• How to complete this task
Give back the records below verbatim, please, but without a single image.

[Saved data entries]
━━━━━━━━━━━━━━━━

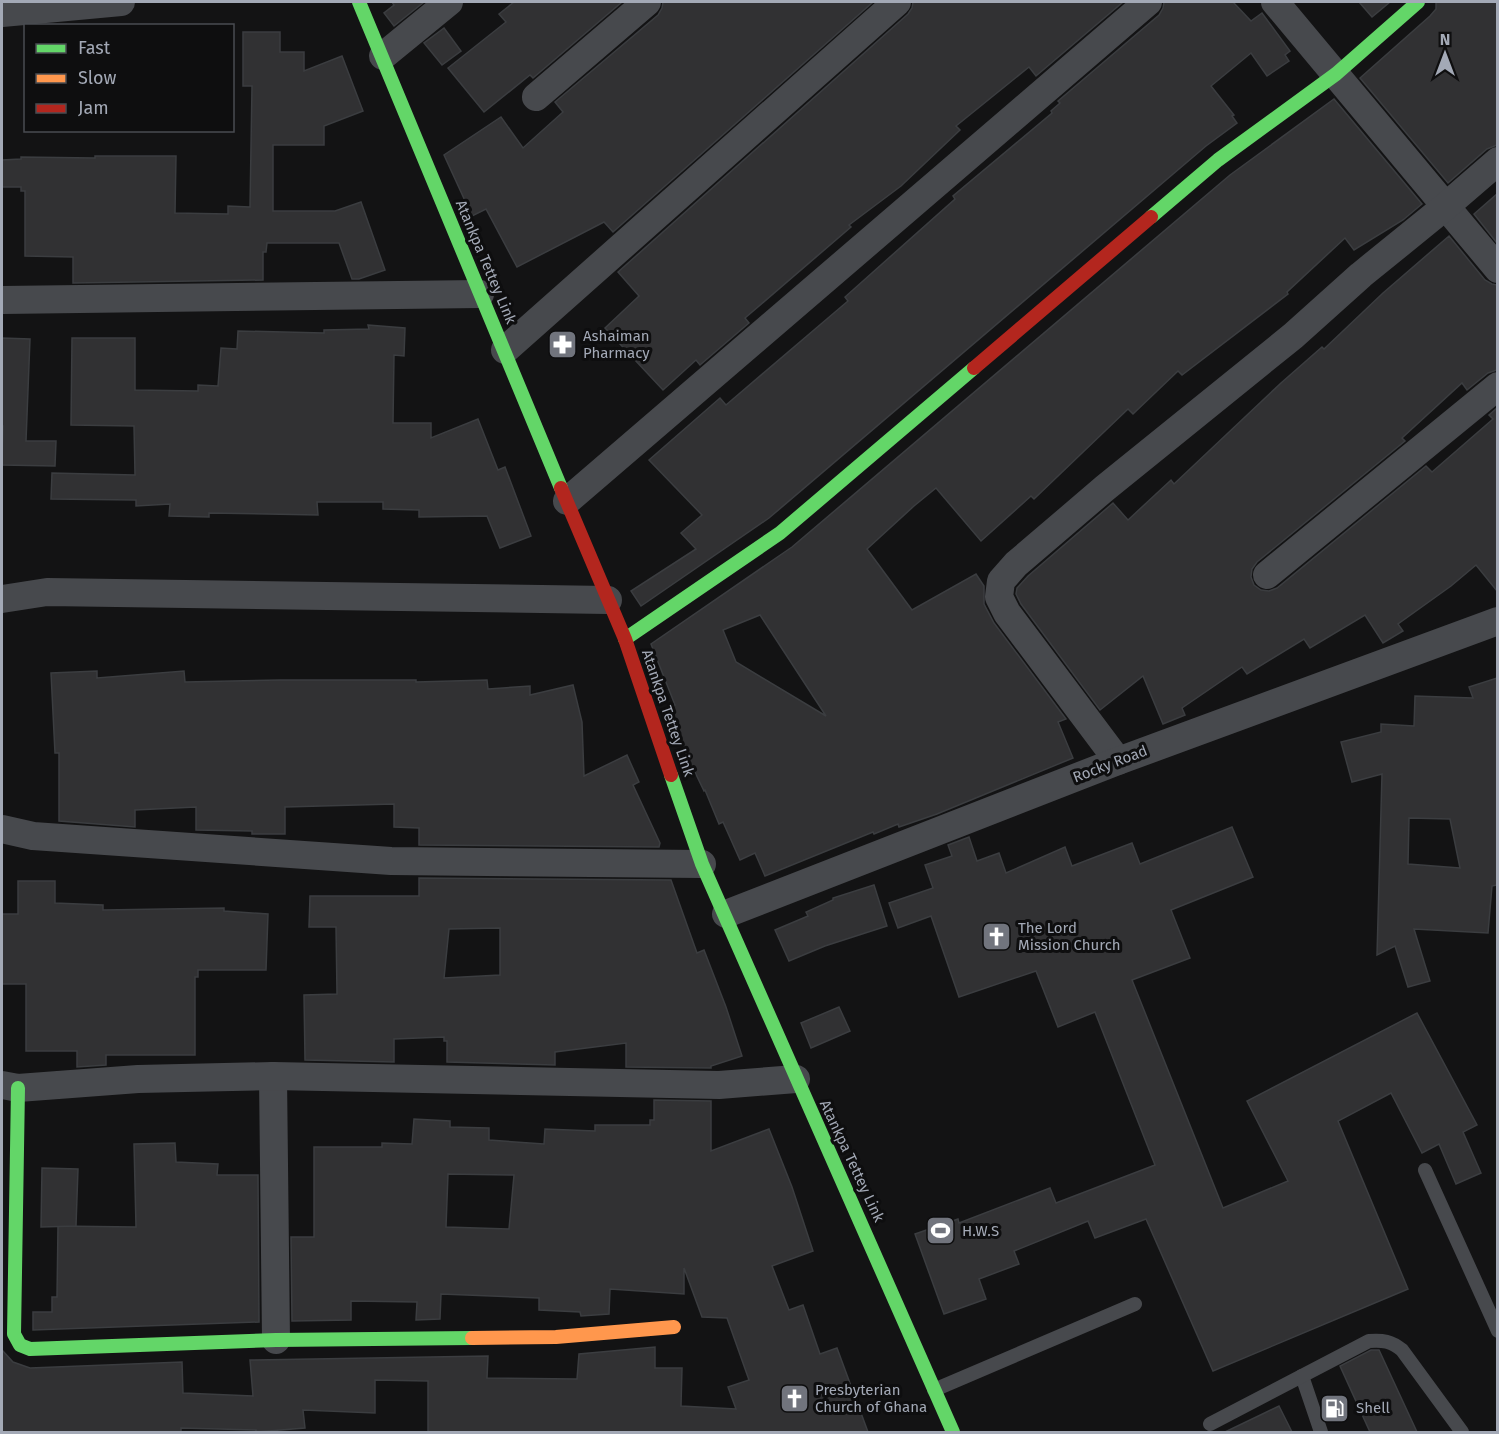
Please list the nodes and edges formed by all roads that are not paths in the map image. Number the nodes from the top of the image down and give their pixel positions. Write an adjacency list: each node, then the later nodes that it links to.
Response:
1 (121, 2): 9 (street)
2 (359, 2): 10 (street, Atankpa Tettey Link)
3 (449, 2): 10 (street)
4 (646, 2): 12 (street)
5 (897, 2): 18 (street)
6 (1148, 2): 20 (street)
7 (1275, 2): 11 (street)
8 (1418, 2): 11 (street)
9 (2, 13)
10 (383, 56): 16 (street, Atankpa Tettey Link)
11 (1336, 74): 14 (street); 25 (street)
12 (536, 97)
13 (1497, 160): 14 (street)
14 (1446, 206): 15 (street); 26 (street)
15 (1497, 269)
16 (480, 294): 17 (street); 18 (street, Atankpa Tettey Link)
17 (2, 300)
18 (505, 350): 20 (street, Atankpa Tettey Link)
19 (1497, 386): 21 (street)
20 (567, 501): 23 (street, Atankpa Tettey Link)
21 (1267, 575)
22 (2, 599): 23 (street)
23 (608, 600): 25 (street, Atankpa Tettey Link)
24 (1497, 621): 26 (street, Rocky Road)
25 (625, 639): 28 (street, Atankpa Tettey Link)
26 (1118, 761): 29 (street, Rocky Road)
27 (2, 829): 28 (street)
28 (702, 864): 29 (street, Atankpa Tettey Link)
29 (726, 914): 31 (street, Atankpa Tettey Link)
30 (273, 1076): 31 (street); 32 (street); 37 (street)
31 (796, 1078): 39 (street, Atankpa Tettey Link)
32 (10, 1086): 37 (street)
33 (1425, 1170): 36 (lane)
34 (1135, 1304): 39 (lane)
35 (674, 1327): 37 (street)
36 (1497, 1331)
37 (276, 1340)
38 (1302, 1376): 40 (lane); 41 (lane); 43 (lane)
39 (934, 1390): 42 (street, Atankpa Tettey Link)
40 (1210, 1424)
41 (1457, 1431)
42 (953, 1432)
43 (1321, 1432)

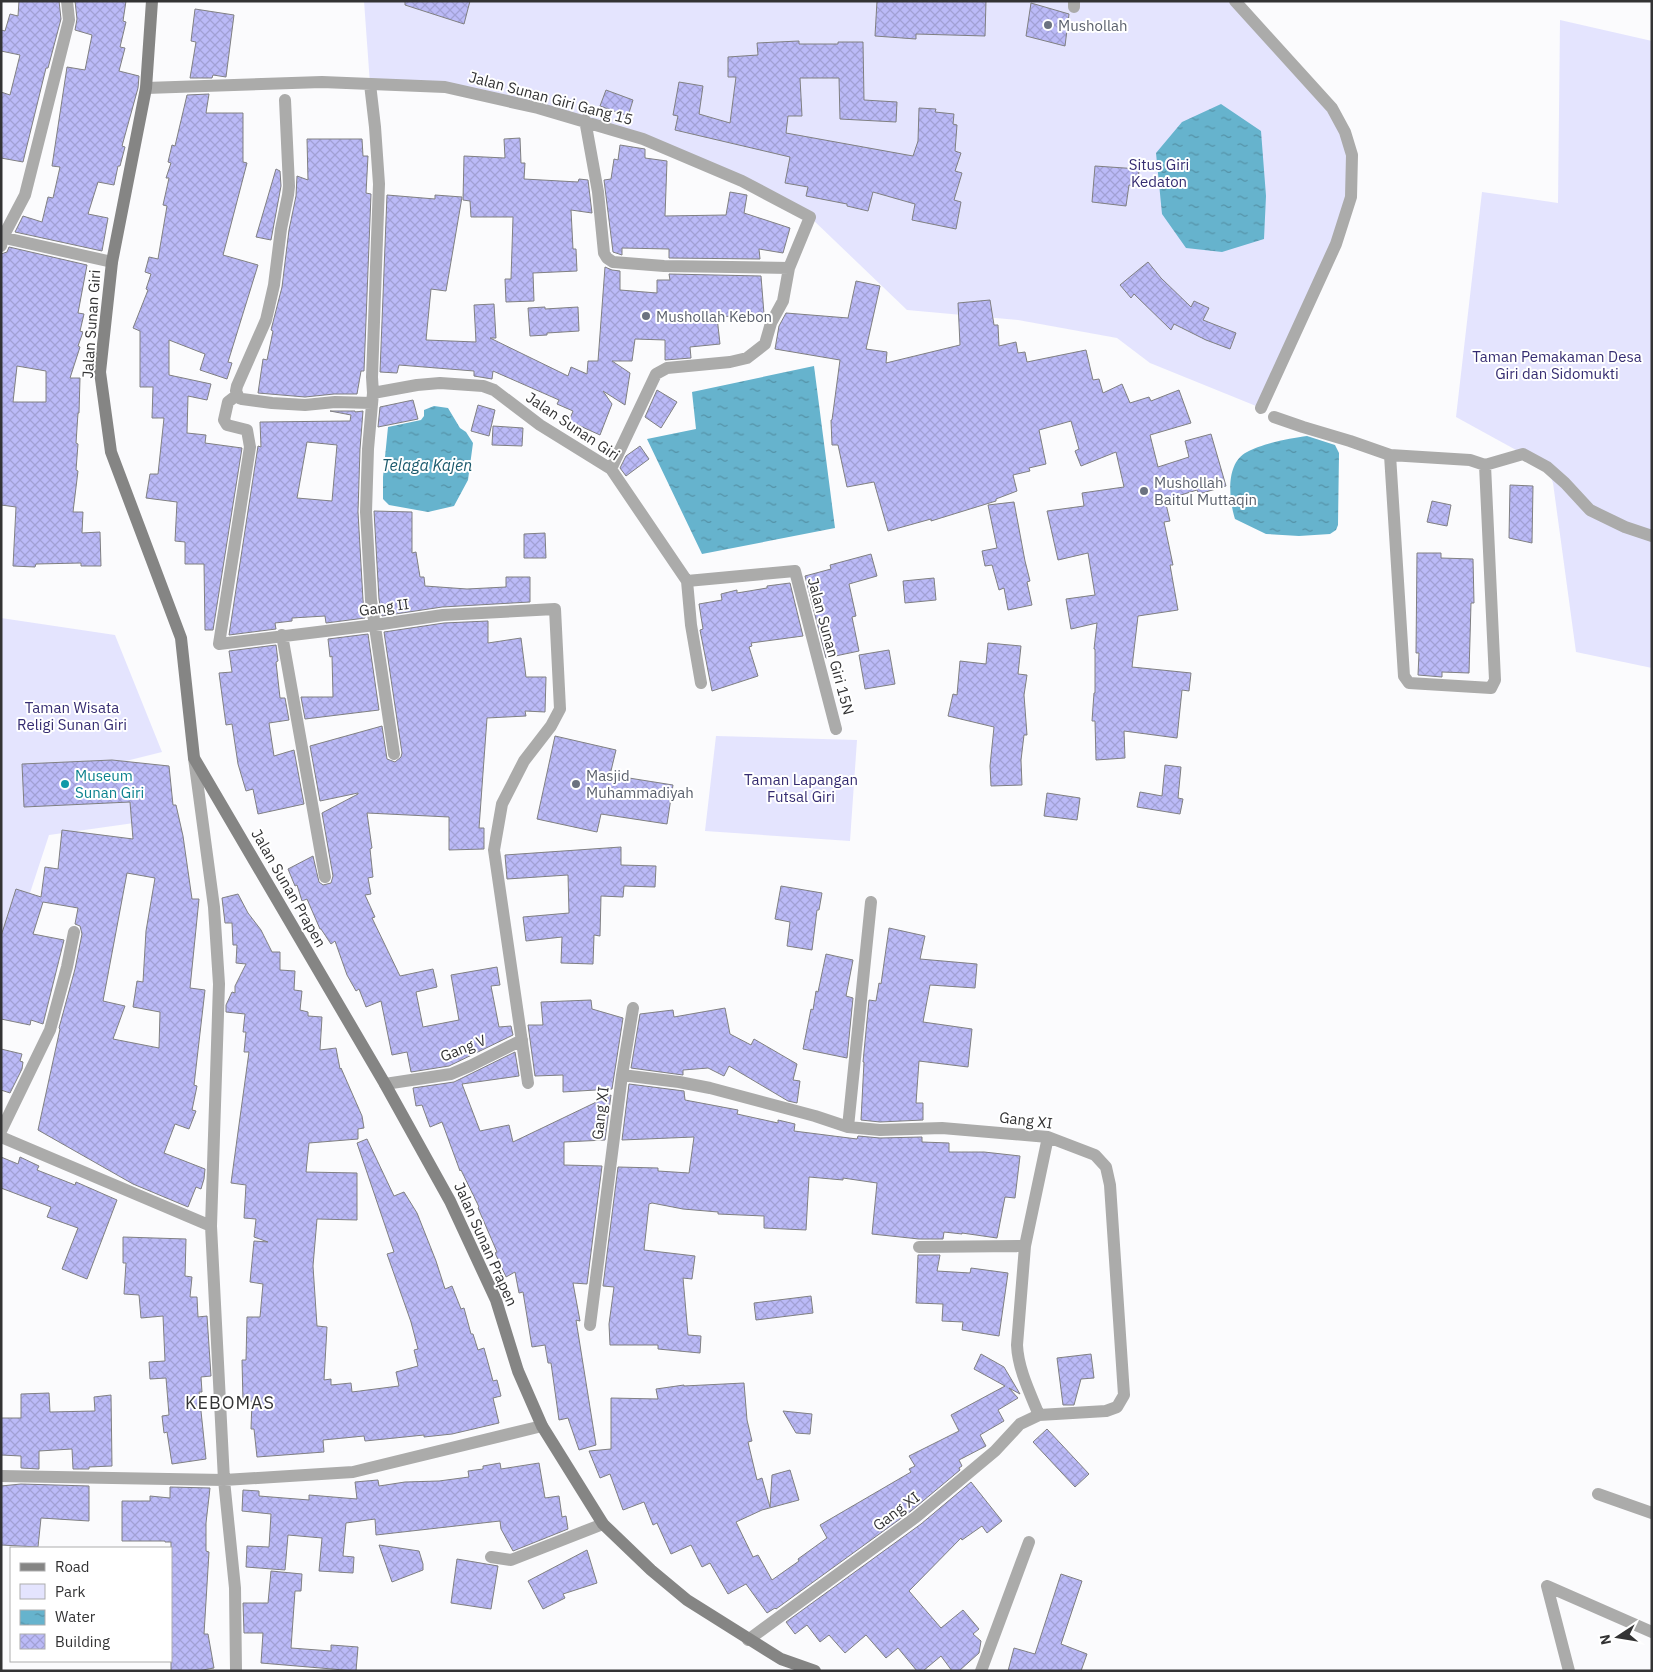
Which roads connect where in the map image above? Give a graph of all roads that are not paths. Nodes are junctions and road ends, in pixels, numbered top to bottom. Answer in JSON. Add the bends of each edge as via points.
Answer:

━━━━━━━━━━━━━━━━

• Output of the exercise
Please list the nodes and edges formed by all roads that are not paths in the map image. Number the nodes from the top of the image down and give their pixel positions. Write an adjacency list: each node, then the later nodes that it links to.
Response:
1 (121, 2): 9 (street)
2 (359, 2): 10 (street, Atankpa Tettey Link)
3 (449, 2): 10 (street)
4 (646, 2): 12 (street)
5 (897, 2): 18 (street)
6 (1148, 2): 20 (street)
7 (1275, 2): 11 (street)
8 (1418, 2): 11 (street)
9 (2, 13)
10 (383, 56): 16 (street, Atankpa Tettey Link)
11 (1336, 74): 14 (street); 25 (street)
12 (536, 97)
13 (1497, 160): 14 (street)
14 (1446, 206): 15 (street); 26 (street)
15 (1497, 269)
16 (480, 294): 17 (street); 18 (street, Atankpa Tettey Link)
17 (2, 300)
18 (505, 350): 20 (street, Atankpa Tettey Link)
19 (1497, 386): 21 (street)
20 (567, 501): 23 (street, Atankpa Tettey Link)
21 (1267, 575)
22 (2, 599): 23 (street)
23 (608, 600): 25 (street, Atankpa Tettey Link)
24 (1497, 621): 26 (street, Rocky Road)
25 (625, 639): 28 (street, Atankpa Tettey Link)
26 (1118, 761): 29 (street, Rocky Road)
27 (2, 829): 28 (street)
28 (702, 864): 29 (street, Atankpa Tettey Link)
29 (726, 914): 31 (street, Atankpa Tettey Link)
30 (273, 1076): 31 (street); 32 (street); 37 (street)
31 (796, 1078): 39 (street, Atankpa Tettey Link)
32 (10, 1086): 37 (street)
33 (1425, 1170): 36 (lane)
34 (1135, 1304): 39 (lane)
35 (674, 1327): 37 (street)
36 (1497, 1331)
37 (276, 1340)
38 (1302, 1376): 40 (lane); 41 (lane); 43 (lane)
39 (934, 1390): 42 (street, Atankpa Tettey Link)
40 (1210, 1424)
41 (1457, 1431)
42 (953, 1432)
43 (1321, 1432)

Which roads connect where in the map image above? Give a graph of all roads that are not paths. Nodes are junctions and road ends, in pixels, numbered top to bottom. Answer in JSON. Add the bends of each edge as via points.
Answer:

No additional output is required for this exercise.